I don't know what to call it, but over the past twenty years we steadily watched a certain form (and I mean "form": musical style, liturgical structure, ecclesiology) of church emerge, independent of particular denominational affiliations, enter into cities and towns... 1/
and slowly cannibalize local believing communities. This has happened almost everywhere (in the US), and it has taken many names: "the planting movement," or "Acts 29," or, just plainly, "evangelicalism" (but in a new mode from the old alliances), but the end result... 2/
has been the advancement of a particular version of the Gospel complete with specific structures of formation and worship that, in a very stunning way, large swaths of the church have just... ... accepted. Now, there are varieties: megachurches and core-and-peripheral..., 3/
wholly independent and independent-within-denominational-structures, unified by ideology / theology or moderate vanilla on-purpose... but it is a religious phenomena that has "appeared," almost "ready-made," and, without argumentation, self-justified itself! 4/
We *might* call this thing "evangelicalism," but I think it is a new religious formation because it takes the core commitments of evangelicalism but then homogenizes worship practices instead of diversifying them. Forty years ago, folks raised "evangelical" would have... 5/
had radically different localized experiences, encompassing the strangeness of the evangelical alliance; today when you hear "exvangelicals" speak, it is in response to communities halfway across the country, in different denominations or traditions, that sound *the exact same*6/
The phenomena I'm describing is largely suburban and urban, but I've noticed its slow arrival in the rural over the past five years too – there are two churches like this in Carlinville: one's AoG, the other (loosely) SBC, but you can't tell the difference, really. 7/
I write all this to say that I think it important that we mark the past 20-30 years as a time of *major religious change* in American Protestantism, and that that change was largely one of *homogenization* into *new liturgical / formative practices,* and that that is ODD. 8/
Like, this involves a *more radical* shift than the Reformation. (After all, early Lutheranism would look and sound very "Catholic" to us.)

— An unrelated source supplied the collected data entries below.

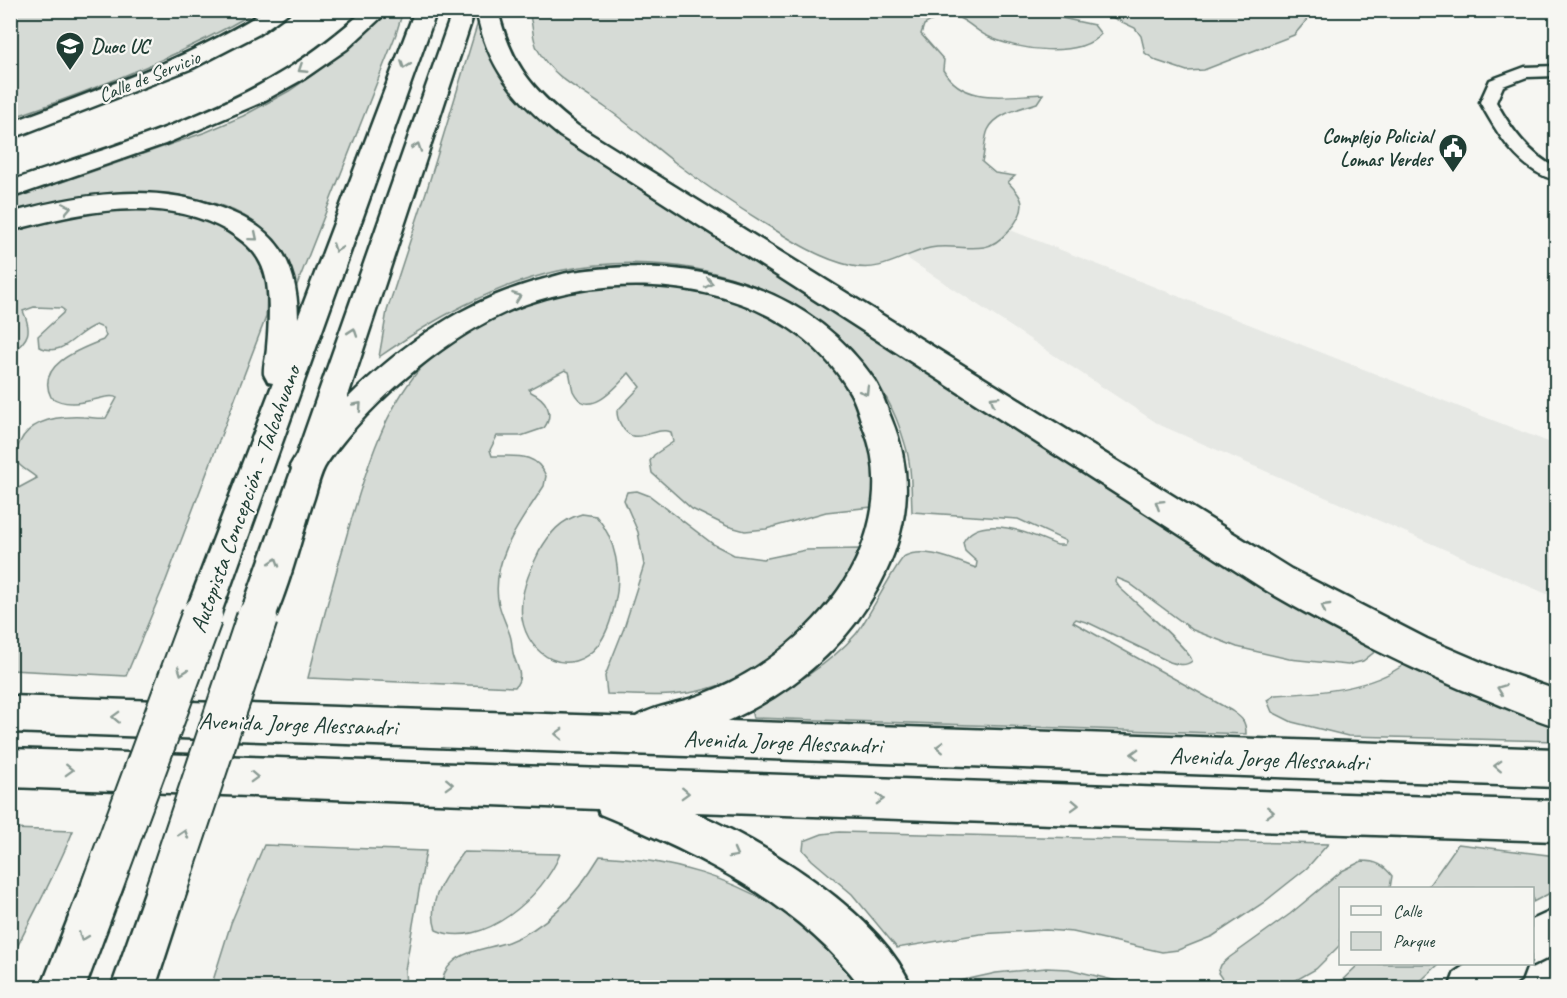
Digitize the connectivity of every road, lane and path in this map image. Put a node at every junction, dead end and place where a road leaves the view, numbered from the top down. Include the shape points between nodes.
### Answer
1 (282, 10) edge
2 (379, 10) edge
3 (426, 10) edge
4 (464, 10) edge
5 (487, 10) edge
6 (1557, 71) edge
7 (10, 132) edge
8 (1557, 175) edge
9 (10, 190) edge
10 (10, 222) edge
11 (272, 425) junction
12 (306, 466) junction
13 (1557, 708) edge
14 (10, 714) edge
15 (617, 736) junction
16 (10, 768) edge
17 (1557, 768) edge
18 (584, 789) junction
19 (1557, 821) edge
20 (1557, 931) edge
21 (1534, 943) edge
22 (1501, 965) edge
23 (63, 987) edge
24 (133, 987) edge
25 (890, 987) edge
26 (1471, 987) edge

1 - 7 main road, Calle de Servicio via 241,36 187,61
2 -> 9 main road via 312,63 248,101 163,136
3 -> 11 main road, Autopista Concepción - Talcahuano
12 -> 4 main road, Autopista Concepción - Talcahuano
13 -> 5 main road via 1387,640 1296,590 569,131 528,97 506,70
6 - 8 lane via 1525,72 1496,83 1488,102 1506,136 1537,166
10 -> 11 main road via 81,205 158,201 218,215 256,237 273,258 281,285 282,335
11 -> 23 main road, Autopista Concepción - Talcahuano, bridge
12 -> 15 main road via 366,397 429,342 481,312 555,285 615,275 678,277 751,296 778,308 819,336 842,358 870,399 888,454 889,508 869,572 821,639 766,683 715,709
24 -> 12 main road, Autopista Concepción - Talcahuano, bridge
15 -> 14 main road, Avenida Jorge Alessandri
17 -> 15 main road, Avenida Jorge Alessandri
16 -> 18 main road
18 -> 19 main road
18 -> 25 main road via 660,816 738,855 833,924
20 - 21 main road
22 - 26 main road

A thesis I've been proposing is that we see America as the land of the "Radical Reformation," but I think we should describe... 9/
A thesis I've been proposing is that we see America as the land of the "Radical Reformation," but I think we should describe... 9/
the past 30 years as a Reformation within that Radical Reformation, and this Reformation quietly has renovated the whole place in some serious ways that we did not account for, that are dangerous, actually, because liable to abuse and propaganda. 10/
[cue @benjamindcrosby on our convo about the Radical Reformation!]
So, when I say, like I said yesterday in a joke, that I don't believe a church fellowshiping over 1000 people is actually a church in a meaningful way (to troll JMac),... ... I actually think I mean that, and, further, there's something *new* (thus suspicious) about... 11/
churches organized the way JMac's church is organized. In fact, most of these "celebrity pastors" have... ... new... church organizations. And I don't think we've really viewed them properly in that light. Not really as "conservatives," but as religious innovators... 12/
heretics, even. fin/
(Jk., maybe not! but since my sentence was going that way, I wanted to end the thread with a bang. It's a pretty beautiful tweet to just hang like that.)
@socofthesacred: does this follow what you see in the sociology of evangelicalism (is there much writing on this)?